Campus avec son mail
central, le quartier des « Coteaux » et,
entre les deux, le
futur lycée technique Louis Armand et l’IUT,
l’ensemble en
direction de l’ouest.
Vue panoramique du
campus
le long du mail
central en direction du sud-ouest
Vers la
fin du 20ème siècle, les réalisations architecturales et
urbanistiques étant achevées, force est de constater que le plan
d’urbanisme présenté en 1958 a pu être réalisé dans ses grandes lignes
conformément aux idées directrices des concepteurs de la maquette géante.
Notons en passant que le mail central - sur lequel donnent les entrées de
quelque douze institutions universitaires - et la Tour de l’Europe -
érigée au centre de la ville - se trouvent être placés sur le même axe.
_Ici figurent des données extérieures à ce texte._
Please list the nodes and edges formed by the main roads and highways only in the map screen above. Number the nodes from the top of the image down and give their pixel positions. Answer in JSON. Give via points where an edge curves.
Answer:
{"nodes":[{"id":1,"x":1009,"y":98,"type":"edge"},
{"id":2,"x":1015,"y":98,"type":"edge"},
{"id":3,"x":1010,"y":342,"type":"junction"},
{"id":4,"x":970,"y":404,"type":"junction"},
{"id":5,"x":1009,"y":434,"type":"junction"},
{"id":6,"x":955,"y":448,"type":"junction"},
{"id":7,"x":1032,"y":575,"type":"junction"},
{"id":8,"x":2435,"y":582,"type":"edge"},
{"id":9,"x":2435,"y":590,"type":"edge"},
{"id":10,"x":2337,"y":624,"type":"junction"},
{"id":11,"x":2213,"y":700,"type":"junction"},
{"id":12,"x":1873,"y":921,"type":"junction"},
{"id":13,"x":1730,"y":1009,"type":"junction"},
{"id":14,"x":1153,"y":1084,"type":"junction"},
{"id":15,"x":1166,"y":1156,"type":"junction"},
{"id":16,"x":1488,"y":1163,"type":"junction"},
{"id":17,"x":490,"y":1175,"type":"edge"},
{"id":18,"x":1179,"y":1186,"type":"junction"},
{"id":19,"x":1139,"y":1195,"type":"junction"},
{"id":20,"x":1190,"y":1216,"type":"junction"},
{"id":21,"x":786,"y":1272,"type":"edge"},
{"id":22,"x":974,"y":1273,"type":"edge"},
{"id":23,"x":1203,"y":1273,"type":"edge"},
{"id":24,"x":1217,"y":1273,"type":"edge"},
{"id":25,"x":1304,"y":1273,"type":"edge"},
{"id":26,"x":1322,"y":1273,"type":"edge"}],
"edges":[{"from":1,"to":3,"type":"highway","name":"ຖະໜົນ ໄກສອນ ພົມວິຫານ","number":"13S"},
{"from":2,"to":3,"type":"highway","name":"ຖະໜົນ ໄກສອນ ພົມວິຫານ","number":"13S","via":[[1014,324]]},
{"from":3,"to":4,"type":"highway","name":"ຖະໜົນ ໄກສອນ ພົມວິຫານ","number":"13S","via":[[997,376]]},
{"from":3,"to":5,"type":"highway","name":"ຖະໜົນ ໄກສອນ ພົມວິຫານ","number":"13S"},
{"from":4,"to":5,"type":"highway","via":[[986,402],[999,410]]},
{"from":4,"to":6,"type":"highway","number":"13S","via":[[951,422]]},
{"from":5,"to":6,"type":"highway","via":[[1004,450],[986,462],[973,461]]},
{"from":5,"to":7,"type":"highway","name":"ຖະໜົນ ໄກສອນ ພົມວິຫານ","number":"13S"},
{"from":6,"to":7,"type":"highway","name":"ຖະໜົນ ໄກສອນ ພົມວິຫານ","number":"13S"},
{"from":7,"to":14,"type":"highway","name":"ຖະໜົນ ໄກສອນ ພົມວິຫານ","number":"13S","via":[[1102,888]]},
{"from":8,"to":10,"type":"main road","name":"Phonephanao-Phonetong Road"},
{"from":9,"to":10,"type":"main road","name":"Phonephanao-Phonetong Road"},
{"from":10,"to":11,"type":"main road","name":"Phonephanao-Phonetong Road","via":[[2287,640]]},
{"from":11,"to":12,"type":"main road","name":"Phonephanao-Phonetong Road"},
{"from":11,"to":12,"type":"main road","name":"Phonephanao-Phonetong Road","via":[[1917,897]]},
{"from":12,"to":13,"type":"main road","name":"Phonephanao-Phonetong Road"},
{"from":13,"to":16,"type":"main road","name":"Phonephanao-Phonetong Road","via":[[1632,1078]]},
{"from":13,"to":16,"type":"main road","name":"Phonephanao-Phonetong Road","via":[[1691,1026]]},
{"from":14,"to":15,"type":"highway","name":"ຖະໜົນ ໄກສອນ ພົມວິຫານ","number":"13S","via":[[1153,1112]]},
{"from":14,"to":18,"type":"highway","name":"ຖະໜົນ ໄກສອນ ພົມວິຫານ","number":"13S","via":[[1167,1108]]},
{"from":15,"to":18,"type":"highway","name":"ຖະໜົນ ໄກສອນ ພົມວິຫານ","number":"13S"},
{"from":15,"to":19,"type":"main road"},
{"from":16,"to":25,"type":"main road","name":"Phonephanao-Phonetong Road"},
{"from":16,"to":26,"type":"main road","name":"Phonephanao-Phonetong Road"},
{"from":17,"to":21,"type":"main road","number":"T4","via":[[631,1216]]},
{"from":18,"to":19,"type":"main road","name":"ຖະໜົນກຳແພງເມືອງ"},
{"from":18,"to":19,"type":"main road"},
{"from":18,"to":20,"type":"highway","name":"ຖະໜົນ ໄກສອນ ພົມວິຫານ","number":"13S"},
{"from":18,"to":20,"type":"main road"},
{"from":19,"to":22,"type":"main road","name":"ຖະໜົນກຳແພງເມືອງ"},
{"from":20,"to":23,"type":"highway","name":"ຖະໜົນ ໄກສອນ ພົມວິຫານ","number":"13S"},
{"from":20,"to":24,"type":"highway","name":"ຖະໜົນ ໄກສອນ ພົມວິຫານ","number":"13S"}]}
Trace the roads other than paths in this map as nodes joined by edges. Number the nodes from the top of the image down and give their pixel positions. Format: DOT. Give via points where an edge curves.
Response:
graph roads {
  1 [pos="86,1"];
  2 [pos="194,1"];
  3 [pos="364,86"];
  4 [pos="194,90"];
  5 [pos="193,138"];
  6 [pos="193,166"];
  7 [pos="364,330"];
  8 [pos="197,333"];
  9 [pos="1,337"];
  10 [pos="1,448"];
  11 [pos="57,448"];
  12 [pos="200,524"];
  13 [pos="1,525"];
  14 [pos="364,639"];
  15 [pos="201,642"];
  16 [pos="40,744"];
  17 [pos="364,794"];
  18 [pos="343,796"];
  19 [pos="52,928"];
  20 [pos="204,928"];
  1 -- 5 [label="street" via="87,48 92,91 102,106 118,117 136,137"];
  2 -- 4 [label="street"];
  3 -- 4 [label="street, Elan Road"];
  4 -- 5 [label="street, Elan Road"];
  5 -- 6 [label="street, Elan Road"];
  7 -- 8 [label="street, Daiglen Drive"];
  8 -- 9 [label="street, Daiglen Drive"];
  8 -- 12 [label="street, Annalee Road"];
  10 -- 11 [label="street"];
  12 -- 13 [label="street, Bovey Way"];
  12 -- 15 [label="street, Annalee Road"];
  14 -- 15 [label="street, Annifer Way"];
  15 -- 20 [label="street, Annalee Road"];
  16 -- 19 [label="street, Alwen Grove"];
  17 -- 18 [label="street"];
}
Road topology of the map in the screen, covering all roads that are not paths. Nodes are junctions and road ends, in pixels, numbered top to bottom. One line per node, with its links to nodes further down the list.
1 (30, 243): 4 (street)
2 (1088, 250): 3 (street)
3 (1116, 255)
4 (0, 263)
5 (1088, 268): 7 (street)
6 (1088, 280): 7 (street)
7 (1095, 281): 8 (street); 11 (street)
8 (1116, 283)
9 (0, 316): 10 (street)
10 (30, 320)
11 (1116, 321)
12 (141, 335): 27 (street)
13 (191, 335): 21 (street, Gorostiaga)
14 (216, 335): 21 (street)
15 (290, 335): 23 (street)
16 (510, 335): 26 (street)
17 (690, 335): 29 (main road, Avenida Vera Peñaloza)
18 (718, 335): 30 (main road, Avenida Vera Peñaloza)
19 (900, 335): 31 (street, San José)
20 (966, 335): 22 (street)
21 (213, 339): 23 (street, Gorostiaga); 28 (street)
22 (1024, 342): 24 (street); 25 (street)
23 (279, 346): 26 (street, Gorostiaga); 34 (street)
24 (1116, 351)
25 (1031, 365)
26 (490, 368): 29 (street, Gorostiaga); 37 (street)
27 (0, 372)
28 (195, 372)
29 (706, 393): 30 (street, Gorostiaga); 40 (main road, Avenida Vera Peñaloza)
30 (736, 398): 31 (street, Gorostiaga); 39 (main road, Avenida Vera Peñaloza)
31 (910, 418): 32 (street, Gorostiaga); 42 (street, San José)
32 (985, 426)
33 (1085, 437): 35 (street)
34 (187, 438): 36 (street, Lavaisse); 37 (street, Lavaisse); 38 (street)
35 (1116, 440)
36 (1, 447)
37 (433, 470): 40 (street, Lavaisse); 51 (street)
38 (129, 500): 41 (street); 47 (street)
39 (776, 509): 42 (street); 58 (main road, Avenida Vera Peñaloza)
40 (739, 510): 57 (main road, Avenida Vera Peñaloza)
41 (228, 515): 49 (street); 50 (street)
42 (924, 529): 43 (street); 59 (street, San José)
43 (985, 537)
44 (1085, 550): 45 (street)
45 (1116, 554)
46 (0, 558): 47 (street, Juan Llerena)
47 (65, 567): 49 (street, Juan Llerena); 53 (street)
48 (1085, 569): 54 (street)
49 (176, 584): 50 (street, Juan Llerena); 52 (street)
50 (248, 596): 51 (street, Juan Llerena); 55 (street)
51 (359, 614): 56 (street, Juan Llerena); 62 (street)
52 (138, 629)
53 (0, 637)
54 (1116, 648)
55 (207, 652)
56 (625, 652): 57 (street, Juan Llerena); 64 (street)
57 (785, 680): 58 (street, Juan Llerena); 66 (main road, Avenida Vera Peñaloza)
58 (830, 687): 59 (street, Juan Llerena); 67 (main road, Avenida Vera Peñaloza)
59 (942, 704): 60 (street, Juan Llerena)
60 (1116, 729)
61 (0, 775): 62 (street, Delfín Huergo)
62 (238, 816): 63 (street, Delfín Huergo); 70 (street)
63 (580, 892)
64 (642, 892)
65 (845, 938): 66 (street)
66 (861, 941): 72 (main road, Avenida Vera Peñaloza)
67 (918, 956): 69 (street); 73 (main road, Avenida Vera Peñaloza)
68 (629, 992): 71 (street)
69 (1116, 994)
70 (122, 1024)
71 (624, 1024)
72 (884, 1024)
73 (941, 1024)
Une vue panoramique, prise du deuxième étage du bâtiment qui est construit
à l’extrémité la plus haute du campus, est du plus bel effet. On y voit
successivement, le long de l’axe du mail central et en direction du
nord-est:
-les bâtiments du
campus en enfilade ;
-le complexe
sportif avec, en particulier, le stade de football municipal ;
-la Tour de
l’Europe dans l’axe du mail et, de part et d’autre, l’ensemble des
clochers du centre ville ;
-à l’horizon et par
beau temps le vieux volcan du Kaiserstuhl et la Forêt Noire.
Les
Mulhousiens, du moins ceux qui ont eu la curiosité d’admirer ce panorama,
éprouveront une légitime fierté au vu de cette réalisation au long cours,
construite sous l’énergique poussée de leurs édiles…et avec une partie de
leurs impôts.
L'implantation de
l'enseignement supérieur à Mulhouse
DONNET Jean-Baptiste et GROS Jacques-Henri
DONNET
Jean-Baptiste
GROS
Jacques-Henri
A
Mulhouse, jusqu'à la fin des années cinquante, l'enseignement supérieur se
caractérise essentiellement par la présence d'écoles professionnelles
privées. Cependant, une toute autre direction est prise à cette époque :
l'École supérieure de chimie de Mulhouse et l'École supérieure de
filature, de tissage et de bonneterie de Mulhouse sont rattachées - en
1957 et 1966 - à l'Université de Strasbourg, alors qu'un enseignement
supérieur public voit progressivement le jour.
Une
commission de l'enseignement supérieur, composée d'industriels (Henri
Zuber, Jean Dollfus, Bernard Thierry-Mieg, Jacques Henry Gros), d'homme
politique (Emile Muller) et d'enseignant (Jean-Baptiste Donnet) organise
notamment, en mai 1958, les journées scientifiques de Mulhouse consacrées
à la recherche et à l'enseignement supérieur.
Au cours
de cette rencontre, le président du Conseil supérieur de la recherche
scientifique (Henri Longchambon), le directeur général de l'enseignement
supérieur (Gaston Berger), le directeur général de l'enseignement
technique (L. Bastian), le directeur général des oeuvres universitaires
(Jean Babin) et le directeur général de l'équipement scolaire,
universitaire et sportif (Pierre Donzelot) président aux interventions et
décident - autour d'une maquette du futur ensemble universitaire,
technique et sportif de Mulhouse - de donner suite au projet.
Dès 1960,
six millions de nouveaux francs sont débloqués. L'architecte, Marcel Lods,
assisté de Messieurs Depondt et Meyer, engage alors sur les pentes de l'Illberg
les travaux de construction du Collège scientifique universitaire. Trois
années plus tard, le ministre de l'éducation nationale, Christian Fouchet,
pose la première pierre de l'École supérieure de chimie de Mulhouse.
Le
complexe universitaire se développe peu à peu : la réception du premier
bâtiment du Collège scientifique universitaire intervient en 1963 alors
que les trois amphithéâtres et le second bâtiment sont livrés l'année
suivante. Quant aux travaux de construction de l'École supérieure de
chimie de Mulhouse, du hall des sports et du restaurant universitaire, ils
s'achèvent durant l'été de l'année 1965.
La
première promotion du Collège scientifique universitaire de Mulhouse
comptait 52 étudiants, dont 19 seront définitivement admis aux examens de
fin d'année. Une quinzaine d'années plus tard, le Centre universitaire du
Haut-Rhin, l'École supérieure de chimie et l'École supérieure des
industries textiles rassemblent près de 1500 étudiants.